| Economic Sector | 1960 | 1967 |
| Industry and handicrafts | 24.4 | 32.9 |
| Agriculture and forestry | 31.8 | 22.0 |
| Construction | 7.6 | 11.1 |
| Transportation and communications | 7.6 | 8.8 |
| Trade | 6.5 | 5.4 |
| Housing | 9.2 | 7.0 |
| Government and other services | 12.9 | 12.8 |
| Total | 100.0 | 100.0 |
| Source: Adapted from U.S. Congress, 91st, 2d Session, Joint Economic Committee, Economic Developments in Countries of Eastern Europe, Washington, GPO, 1970. | ||
Although there is no officially recognized unemployment, a substantial amount of underemployment is reported to exist in industry and, even more so, in agriculture. The reasons advanced by Romanian economists for this situation are the duty and the right of every citizen to work and the inability to achieve quickly full and efficient employment in a country that inherited a backward and predominantly agrarian economy with a large peasant population. Efforts toward obtaining full and efficient employment have been handicapped by the rapidly rising volume of investment needed to create new nonagricultural jobs. The average investment per nonagricultural job increased almost fivefold to 324,000 lei (for value of leu, see Glossary) from the 1951-55 period to the 1966-70 period, and a further 40 percent rise in cost was projected for the 1971-75 period.
PLANNING
As in all communist states, comprehensive economic planning has been a basic element of the PCR's dogma. Planning is conceived of as an indispensable tool for economic development. Traditionally, five-year and annual plans for all segments and aspects of the economy have been formulated by a central planning agency with the participation of economic ministries, trusts, and enterprises. Planning has proceeded from broadly defined goals set by the PCR to minute instructions for all economic enterprises. In line with the established priorities, the main planning effort has been devoted to industry.
The major problem in planning has been posed by the need to balance supply and demand, not only with regard to the final consumers but also at all stages of the production process and for each individual enterprise. This task entails detailed decisions on the allocation of thousands of different materials, machinery and equipment items, specialized labor skills, energy, and investment funds. With the expansion and growing complexity of the economy and, more particularly, of industry, the balancing task has assumed dimensions that defy solution by traditional means.

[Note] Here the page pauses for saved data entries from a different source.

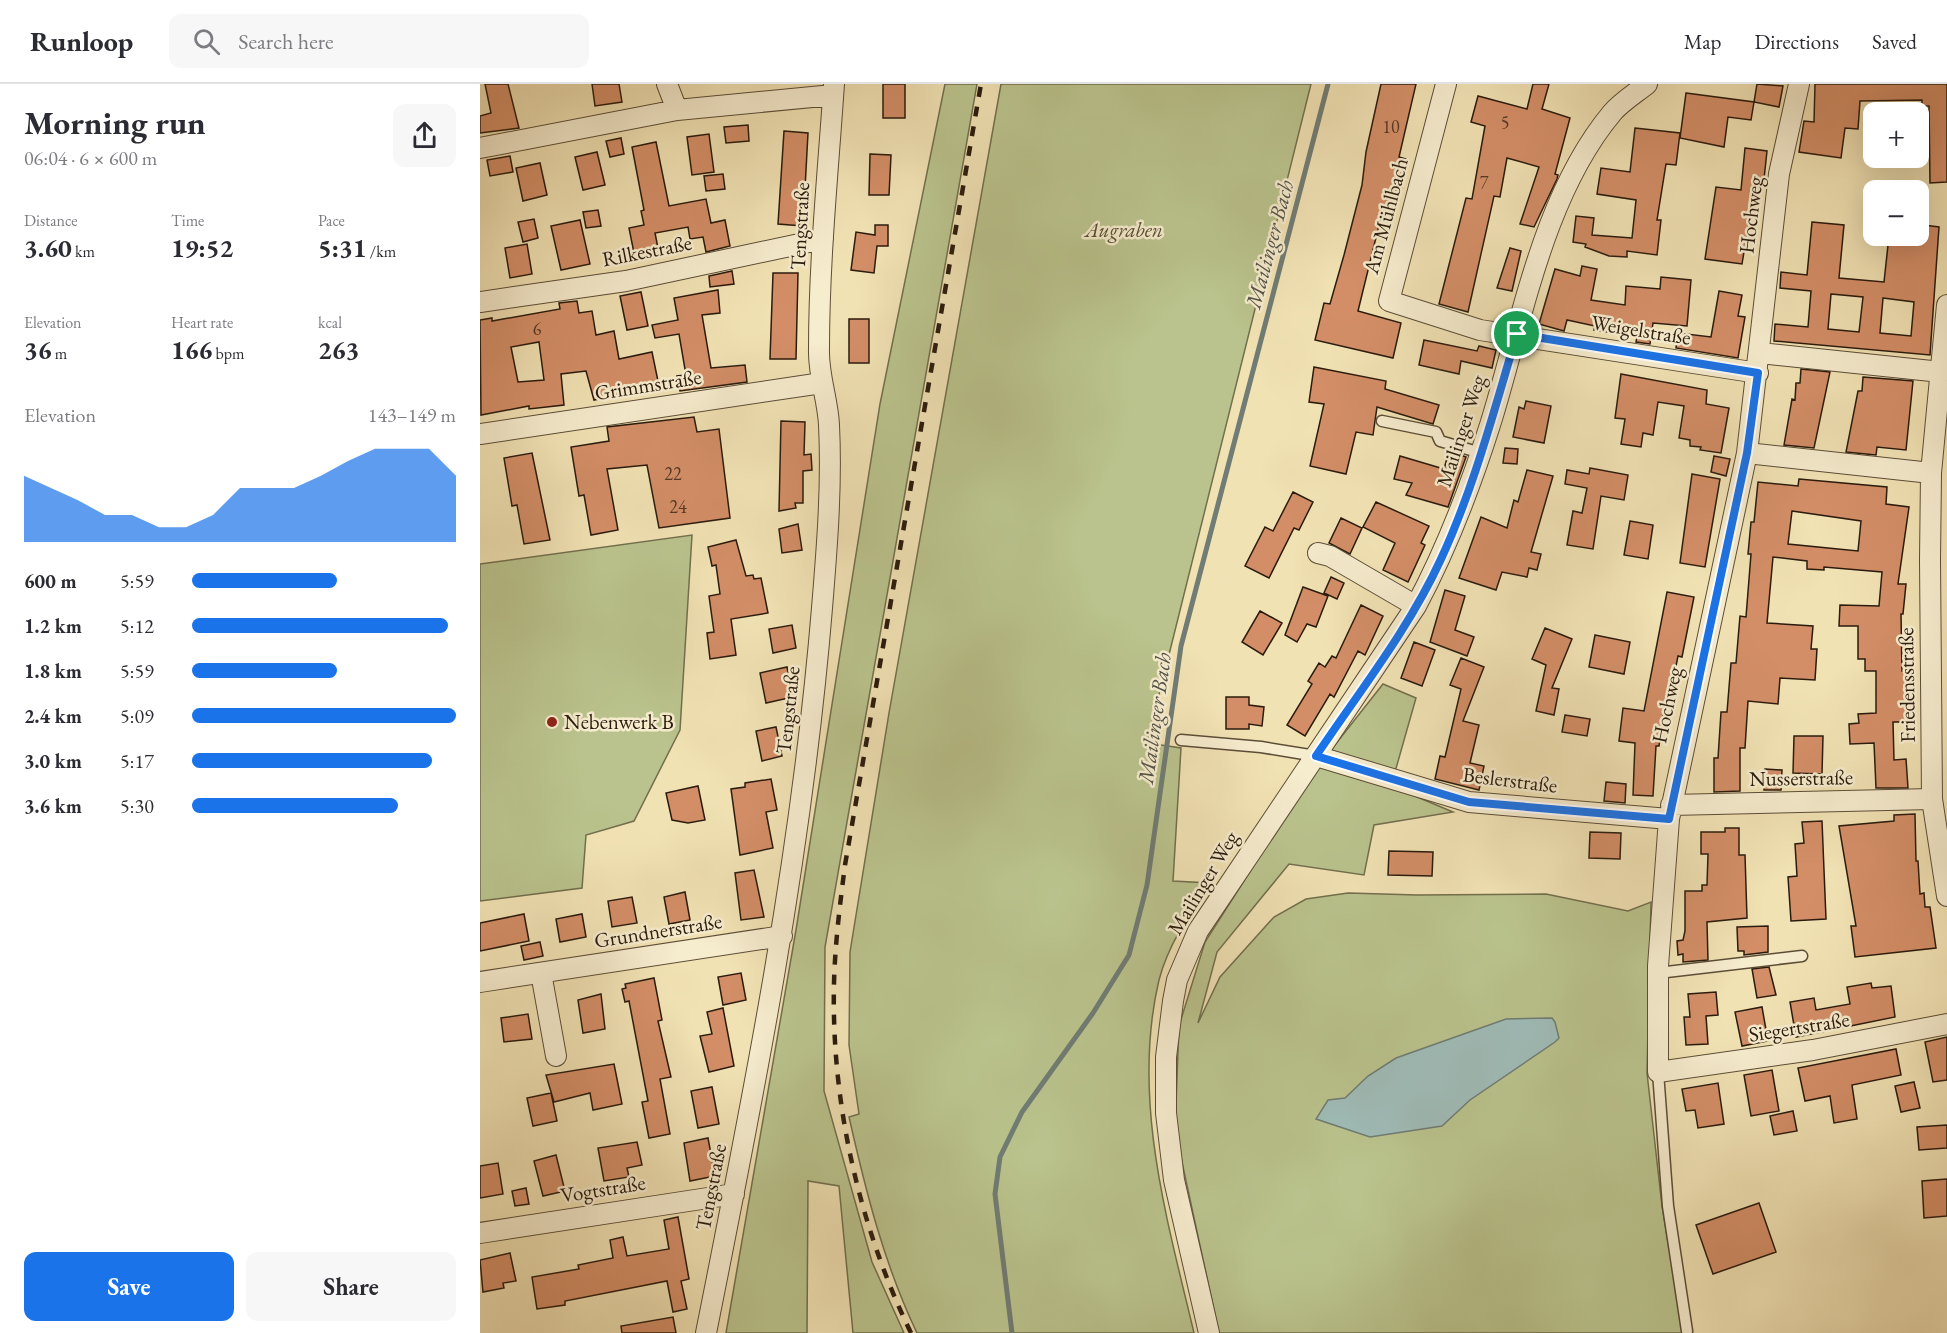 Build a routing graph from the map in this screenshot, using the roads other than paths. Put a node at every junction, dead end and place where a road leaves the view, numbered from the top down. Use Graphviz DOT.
graph roads {
  1 [pos="667,84"];
  2 [pos="1446,84"];
  3 [pos="1647,84"];
  4 [pos="1799,84"];
  5 [pos="834,89"];
  6 [pos="677,110"];
  7 [pos="480,148"];
  8 [pos="823,239"];
  9 [pos="480,302"];
  10 [pos="1947,305"];
  11 [pos="1517,334"];
  12 [pos="1760,353"];
  13 [pos="1941,372"];
  14 [pos="1758,373"];
  15 [pos="822,383"];
  16 [pos="1382,421"];
  17 [pos="480,434"];
  18 [pos="1481,453"];
  19 [pos="1747,453"];
  20 [pos="1931,473"];
  21 [pos="1318,553"];
  22 [pos="1416,606"];
  23 [pos="1181,740"];
  24 [pos="1316,756"];
  25 [pos="1932,799"];
  26 [pos="1670,812"];
  27 [pos="1947,896"];
  28 [pos="782,936"];
  29 [pos="1802,956"];
  30 [pos="541,973"];
  31 [pos="1658,973"];
  32 [pos="480,982"];
  33 [pos="1947,1024"];
  34 [pos="556,1056"];
  35 [pos="1658,1072"];
  36 [pos="734,1194"];
  37 [pos="480,1233"];
  38 [pos="1687,1331"];
  39 [pos="706,1333"];
  40 [pos="1209,1333"];
  1 -- 6 [label="street"];
  2 -- 11 [label="street, Am Mühlbach"];
  3 -- 11 [label="street, Mailinger Weg"];
  4 -- 12 [label="street, Hochweg"];
  5 -- 6 [label="street"];
  5 -- 8 [label="street, Tengstraße"];
  6 -- 7 [label="street"];
  8 -- 9 [label="street, Rilkestraße"];
  8 -- 15 [label="street, Tengstraße"];
  10 -- 13 [label="street, Friedensstraße"];
  11 -- 14 [label="street, Weigelstraße"];
  11 -- 18 [label="street, Mailinger Weg"];
  12 -- 13 [label="street"];
  12 -- 14 [label="street, Hochweg"];
  13 -- 20 [label="street, Friedensstraße"];
  14 -- 19 [label="street, Hochweg"];
  15 -- 17 [label="street, Grimmstraße"];
  15 -- 28 [label="street, Tengstraße"];
  16 -- 18 [label="lane"];
  18 -- 22 [label="street, Mailinger Weg"];
  19 -- 20 [label="street"];
  19 -- 26 [label="street, Hochweg"];
  20 -- 25 [label="street, Friedensstraße"];
  21 -- 22 [label="street"];
  22 -- 24 [label="street, Mailinger Weg"];
  23 -- 24 [label="lane"];
  24 -- 26 [label="street, Beslerstraße"];
  24 -- 40 [label="street, Mailinger Weg"];
  25 -- 26 [label="street, Nusserstraße"];
  25 -- 27 [label="street, Friedensstraße"];
  26 -- 31 [label="street, Hochweg"];
  28 -- 30 [label="street, Grundnerstraße"];
  28 -- 36 [label="street, Tengstraße"];
  29 -- 31 [label="lane"];
  30 -- 32 [label="street, Grundnerstraße"];
  30 -- 34 [label="street"];
  31 -- 35 [label="street, Hochweg"];
  33 -- 35 [label="street, Siegertstraße"];
  35 -- 38 [label="lane"];
  36 -- 37 [label="street, Vogtstraße"];
  36 -- 39 [label="street, Tengstraße"];
}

At the same time, the imposition of detailed operational prescriptions deprived enterprises of the freedom to exercise constructive initiative and of the flexibility needed to meet unforeseen contingencies. A failure by an enterprise to fulfill its planned assignment necessarily produces a chain reaction involving the production programs of enterprises dependent upon the missing output. Failures of this nature have been frequent.
The breakdown of the planning mechanism brought about a disorganization of the material and technical supply for enterprises, with adverse effects on productivity and output. It has been responsible for a general lag in the economy's performance in relation to official plans.
The deficiency of the traditional system of central planning was officially recognized in 1967, when a decision was made by the National Party Conference to raise the quality of planning to the level demanded by the needs of a modern industrial state. This aim was to be achieved by granting a larger degree of autonomy to individual enterprises while, at the same time, maintaining and even strengthening the directing role of the central plan. The prolonged and intensive discussion engendered by the PCR decision has brought to light many flaws and proposals for change but has not provided a clear insight into the current planning process.
Modifications of the traditional pattern have taken place as a result of organizational and administrative changes introduced after 1967. The intended adoption of a new system, however, that would take into account market relationships and give greater weight to the needs of consumers has been delayed by differences of views among economists and officials on essential elements of the system, by disagreement on the nature of such basic concepts as productivity, economic efficiency, and profit, and by the need for a prior reform of the price system. A draft of a new planning law was reported to be in preparation toward the end of 1971.
As a means of decentralizing planning and mastering the intractable supply problem, the task of coordinating requirements with supplies was delegated to the centrals (see Glossary), trusts, and other enterprise associations and, ultimately, to the enterprises themselves by a law on economic contracts enacted in December 1969. Under the law, industrial and trade enterprises must enter into contracts with suppliers for all products and services needed to fulfill the tasks of the next year's economic plan. In theory, the demands of final consumers for consumption and capital goods would determine the nature of the contracts through all stages of production down to the producers of raw materials. This has not been the case in practice.